On Sun, Jun 18, 2017 at 02:49:54PM +0300, Alexander Monakov wrote:
> On Sun, 18 Jun 2017, Jens Gustedt wrote:
> > > This looks wrong in single-threaded case, __lock doesn't touch the
> > > lock, but __unlock modifies it unconditionally.
> > 
> > Right, probably there should be the same test as for the lock case.
> 
> Checking libc.threads_minus_1 on the unlock path won't work: as threads
> exit, it may become zero even though it weren't when acquiring the lock.
> 
> > Or we should drop that test all along. I don't think that it still serves
> > much purpose here. This is just trading one memory access against another.
> 
> It trades a simple read access against an atomic modification, though.

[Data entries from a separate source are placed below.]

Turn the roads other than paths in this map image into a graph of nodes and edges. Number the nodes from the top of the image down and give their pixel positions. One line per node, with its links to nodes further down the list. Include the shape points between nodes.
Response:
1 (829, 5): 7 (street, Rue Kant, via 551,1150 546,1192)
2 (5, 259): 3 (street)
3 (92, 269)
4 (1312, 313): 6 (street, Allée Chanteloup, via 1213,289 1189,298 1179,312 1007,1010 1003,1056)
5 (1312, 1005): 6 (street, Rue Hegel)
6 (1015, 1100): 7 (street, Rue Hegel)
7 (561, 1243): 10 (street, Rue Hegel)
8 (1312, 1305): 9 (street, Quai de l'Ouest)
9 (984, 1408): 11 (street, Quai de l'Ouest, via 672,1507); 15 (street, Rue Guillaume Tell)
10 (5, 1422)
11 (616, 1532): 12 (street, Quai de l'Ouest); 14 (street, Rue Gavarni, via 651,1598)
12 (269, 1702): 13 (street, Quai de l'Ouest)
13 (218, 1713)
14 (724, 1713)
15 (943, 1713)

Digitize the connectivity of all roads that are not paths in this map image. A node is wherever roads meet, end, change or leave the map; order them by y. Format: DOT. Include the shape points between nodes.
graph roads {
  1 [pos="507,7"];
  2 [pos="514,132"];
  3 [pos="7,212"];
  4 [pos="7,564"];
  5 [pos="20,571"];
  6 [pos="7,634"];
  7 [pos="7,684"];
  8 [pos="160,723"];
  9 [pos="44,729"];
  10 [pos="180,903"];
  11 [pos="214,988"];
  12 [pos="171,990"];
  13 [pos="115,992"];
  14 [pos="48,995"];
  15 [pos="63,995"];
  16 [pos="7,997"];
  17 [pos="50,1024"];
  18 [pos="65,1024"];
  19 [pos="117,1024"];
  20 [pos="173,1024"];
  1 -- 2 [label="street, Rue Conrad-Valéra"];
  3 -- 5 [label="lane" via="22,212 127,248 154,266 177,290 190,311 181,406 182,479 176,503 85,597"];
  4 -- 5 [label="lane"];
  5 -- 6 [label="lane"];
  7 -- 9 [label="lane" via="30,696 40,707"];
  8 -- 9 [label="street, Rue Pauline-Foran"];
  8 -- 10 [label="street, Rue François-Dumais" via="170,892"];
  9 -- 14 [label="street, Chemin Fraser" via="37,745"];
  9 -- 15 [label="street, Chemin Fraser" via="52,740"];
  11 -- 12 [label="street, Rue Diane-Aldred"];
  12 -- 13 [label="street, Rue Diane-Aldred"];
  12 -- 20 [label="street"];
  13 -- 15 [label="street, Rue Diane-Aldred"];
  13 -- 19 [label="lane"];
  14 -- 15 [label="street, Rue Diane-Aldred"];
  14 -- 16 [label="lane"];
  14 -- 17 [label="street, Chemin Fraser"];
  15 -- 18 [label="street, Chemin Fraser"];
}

Indeed. This will be the difference between 1 cycle and 25-100 cycles
on many archs, and much worse on old mips where ll/sc work by
trap-and-emulate.

> I think the fastpath in __unlock can check the value of the lock against 0,
> exiting immediately if equal.

Do you mean that would indicate that __lock was a nop because
libc.threads_minus_1 was 0 at lock time? That's how it works in the
existing implementation so unless I missed some difference in the
logic I think it's safe.

Note that this assumes lock/unlock pairs always take place within a
single non-AS-safe libc function call, or if in an AS-safe function,
in a critical section where all signals are blocked. Otherwise it's
possible for the process to become MT between lock and unlock time.
Note that it's always possible to go the other direction (MT to
non-MT) while the lock is held, which is why you have to test
something that reflects the status at lock time, not at unlock time.